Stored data
"""
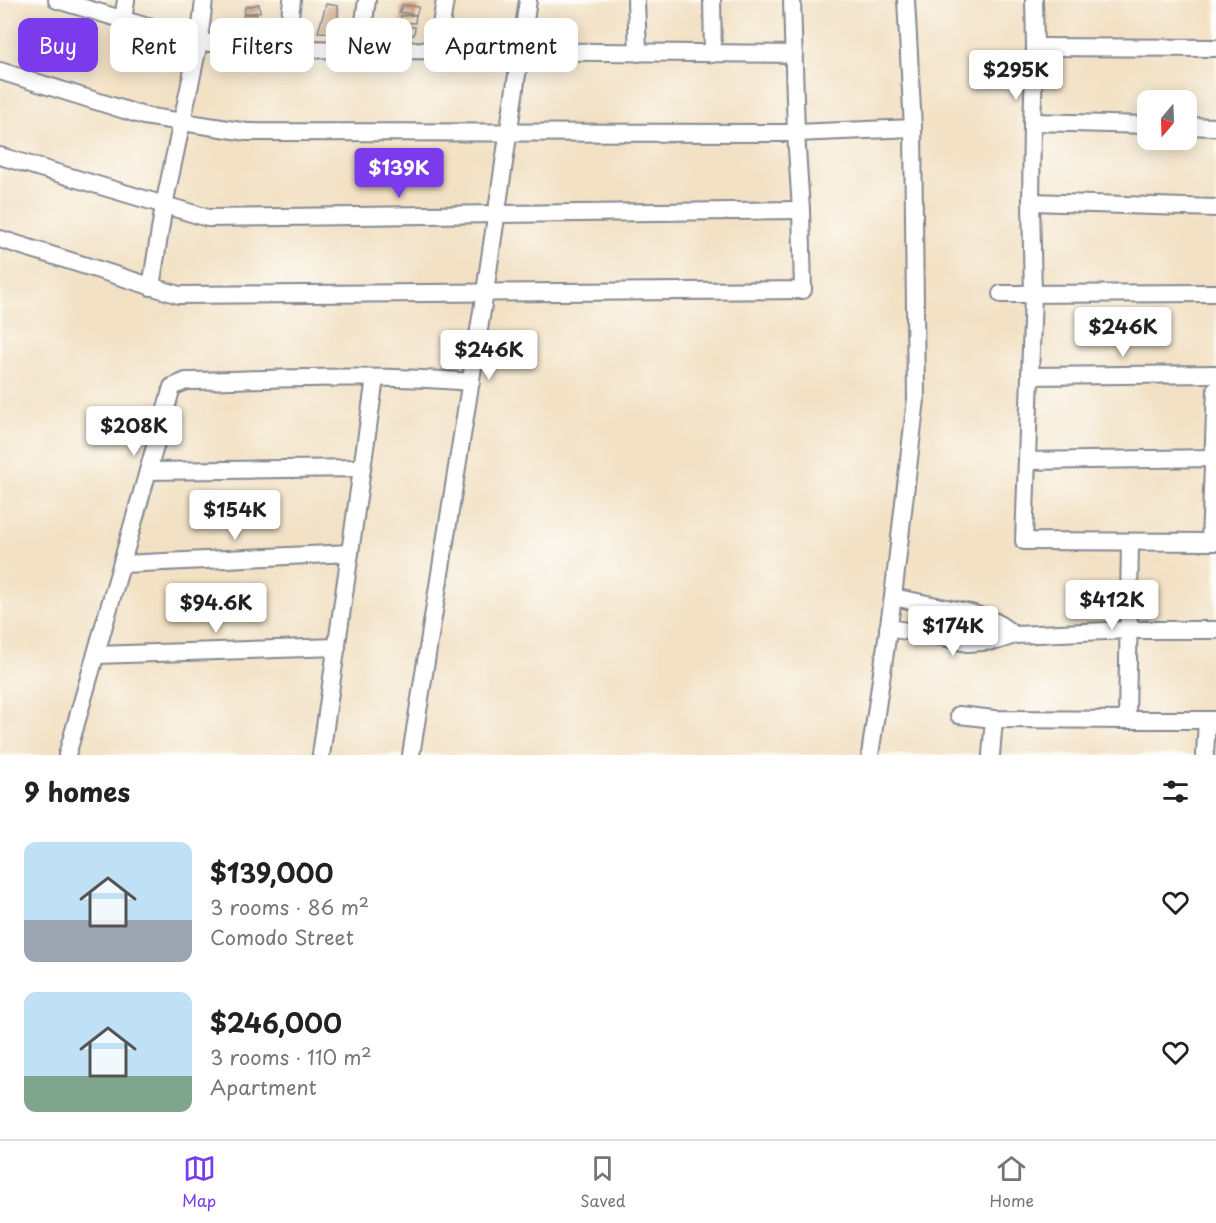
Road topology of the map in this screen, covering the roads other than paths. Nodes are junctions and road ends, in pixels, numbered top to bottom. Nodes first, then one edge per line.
1 (57, 0) edge
2 (126, 0) edge
3 (204, 0) edge
4 (292, 0) edge
5 (367, 0) edge
6 (445, 0) edge
7 (528, 0) edge
8 (636, 0) edge
9 (712, 0) edge
10 (792, 0) edge
11 (906, 0) edge
12 (1034, 0) edge
13 (116, 18) edge
14 (123, 18) edge
15 (290, 18) edge
16 (364, 18) edge
17 (442, 18) edge
18 (525, 18) edge
19 (199, 42) junction
20 (210, 43) edge
21 (1035, 47) junction
22 (1216, 48) edge
23 (578, 52) edge
24 (638, 53) junction
25 (713, 54) junction
26 (794, 54) junction
27 (0, 71) edge
28 (517, 72) edge
29 (182, 122) junction
30 (1032, 122) junction
31 (1137, 125) edge
32 (1197, 126) edge
33 (1216, 127) edge
34 (913, 128) junction
35 (508, 132) junction
36 (796, 133) junction
37 (0, 156) edge
38 (1031, 202) junction
39 (164, 205) junction
40 (1216, 208) edge
41 (801, 210) junction
42 (496, 214) junction
43 (0, 239) edge
44 (151, 287) junction
45 (485, 292) junction
46 (1216, 293) edge
47 (1000, 294) dead end
48 (1033, 294) junction
49 (1216, 374) edge
50 (1030, 376) junction
51 (375, 378) junction
52 (471, 382) junction
53 (1216, 390) edge
54 (1213, 458) junction
55 (1027, 460) junction
56 (362, 468) junction
57 (148, 471) junction
58 (1130, 542) junction
59 (1213, 542) edge
60 (350, 553) junction
61 (122, 564) junction
62 (893, 597) junction
63 (888, 628) junction
64 (1129, 630) junction
65 (1216, 630) edge
66 (1014, 635) junction
67 (337, 646) junction
68 (96, 655) junction
69 (959, 715) dead end
70 (994, 719) junction
71 (1127, 720) junction
72 (1211, 720) edge
73 (67, 755) edge
74 (321, 755) edge
75 (411, 755) edge
76 (870, 755) edge
77 (991, 755) edge
78 (1205, 755) edge

1 - 13 street
2 - 14 street
3 - 19 street
4 - 15 street
5 - 16 street
6 - 17 street
7 - 18 street
8 - 24 street
9 - 25 street
10 - 26 street
11 - 34 street
12 - 21 street
19 - 20 street
19 - 29 street
21 - 22 street
21 - 30 street
23 - 24 street
24 - 25 street
25 - 26 street
26 - 36 street
27 - 29 street
28 - 35 street
29 - 35 street
29 - 39 street
30 - 31 street
30 - 38 street
32 - 33 street
34 - 36 street
34 - 62 street
35 - 36 street
35 - 42 street
36 - 41 street
37 - 39 street
38 - 40 street
38 - 48 street
39 - 42 street
39 - 44 street
41 - 42 street
41 - 45 street
42 - 45 street
43 - 44 street
44 - 45 street
45 - 52 street
46 - 48 street
47 - 48 street
48 - 50 street
49 - 50 street
50 - 55 street
51 - 52 street
51 - 56 street
51 - 57 street
52 - 75 street
53 - 54 street
54 - 55 street
54 - 59 street
55 - 58 street
56 - 57 street
56 - 60 street
57 - 61 street
58 - 59 street
58 - 64 street
60 - 61 street
60 - 67 street
61 - 68 street
62 - 63 street
62 - 66 street
63 - 66 street
63 - 76 street
64 - 65 street
64 - 66 street
64 - 71 street
67 - 68 street
67 - 74 street
68 - 73 street
69 - 70 street
70 - 71 street
70 - 77 street
71 - 72 street
72 - 78 street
"""
TASK STATEMENT →
Could you reproduce the data above exactly, without its pictures?

RESULT →
Road topology of the map in this screen, covering the roads other than paths. Nodes are junctions and road ends, in pixels, numbered top to bottom. Nodes first, then one edge per line.
1 (57, 0) edge
2 (126, 0) edge
3 (204, 0) edge
4 (292, 0) edge
5 (367, 0) edge
6 (445, 0) edge
7 (528, 0) edge
8 (636, 0) edge
9 (712, 0) edge
10 (792, 0) edge
11 (906, 0) edge
12 (1034, 0) edge
13 (116, 18) edge
14 (123, 18) edge
15 (290, 18) edge
16 (364, 18) edge
17 (442, 18) edge
18 (525, 18) edge
19 (199, 42) junction
20 (210, 43) edge
21 (1035, 47) junction
22 (1216, 48) edge
23 (578, 52) edge
24 (638, 53) junction
25 (713, 54) junction
26 (794, 54) junction
27 (0, 71) edge
28 (517, 72) edge
29 (182, 122) junction
30 (1032, 122) junction
31 (1137, 125) edge
32 (1197, 126) edge
33 (1216, 127) edge
34 (913, 128) junction
35 (508, 132) junction
36 (796, 133) junction
37 (0, 156) edge
38 (1031, 202) junction
39 (164, 205) junction
40 (1216, 208) edge
41 (801, 210) junction
42 (496, 214) junction
43 (0, 239) edge
44 (151, 287) junction
45 (485, 292) junction
46 (1216, 293) edge
47 (1000, 294) dead end
48 (1033, 294) junction
49 (1216, 374) edge
50 (1030, 376) junction
51 (375, 378) junction
52 (471, 382) junction
53 (1216, 390) edge
54 (1213, 458) junction
55 (1027, 460) junction
56 (362, 468) junction
57 (148, 471) junction
58 (1130, 542) junction
59 (1213, 542) edge
60 (350, 553) junction
61 (122, 564) junction
62 (893, 597) junction
63 (888, 628) junction
64 (1129, 630) junction
65 (1216, 630) edge
66 (1014, 635) junction
67 (337, 646) junction
68 (96, 655) junction
69 (959, 715) dead end
70 (994, 719) junction
71 (1127, 720) junction
72 (1211, 720) edge
73 (67, 755) edge
74 (321, 755) edge
75 (411, 755) edge
76 (870, 755) edge
77 (991, 755) edge
78 (1205, 755) edge

1 - 13 street
2 - 14 street
3 - 19 street
4 - 15 street
5 - 16 street
6 - 17 street
7 - 18 street
8 - 24 street
9 - 25 street
10 - 26 street
11 - 34 street
12 - 21 street
19 - 20 street
19 - 29 street
21 - 22 street
21 - 30 street
23 - 24 street
24 - 25 street
25 - 26 street
26 - 36 street
27 - 29 street
28 - 35 street
29 - 35 street
29 - 39 street
30 - 31 street
30 - 38 street
32 - 33 street
34 - 36 street
34 - 62 street
35 - 36 street
35 - 42 street
36 - 41 street
37 - 39 street
38 - 40 street
38 - 48 street
39 - 42 street
39 - 44 street
41 - 42 street
41 - 45 street
42 - 45 street
43 - 44 street
44 - 45 street
45 - 52 street
46 - 48 street
47 - 48 street
48 - 50 street
49 - 50 street
50 - 55 street
51 - 52 street
51 - 56 street
51 - 57 street
52 - 75 street
53 - 54 street
54 - 55 street
54 - 59 street
55 - 58 street
56 - 57 street
56 - 60 street
57 - 61 street
58 - 59 street
58 - 64 street
60 - 61 street
60 - 67 street
61 - 68 street
62 - 63 street
62 - 66 street
63 - 66 street
63 - 76 street
64 - 65 street
64 - 66 street
64 - 71 street
67 - 68 street
67 - 74 street
68 - 73 street
69 - 70 street
70 - 71 street
70 - 77 street
71 - 72 street
72 - 78 street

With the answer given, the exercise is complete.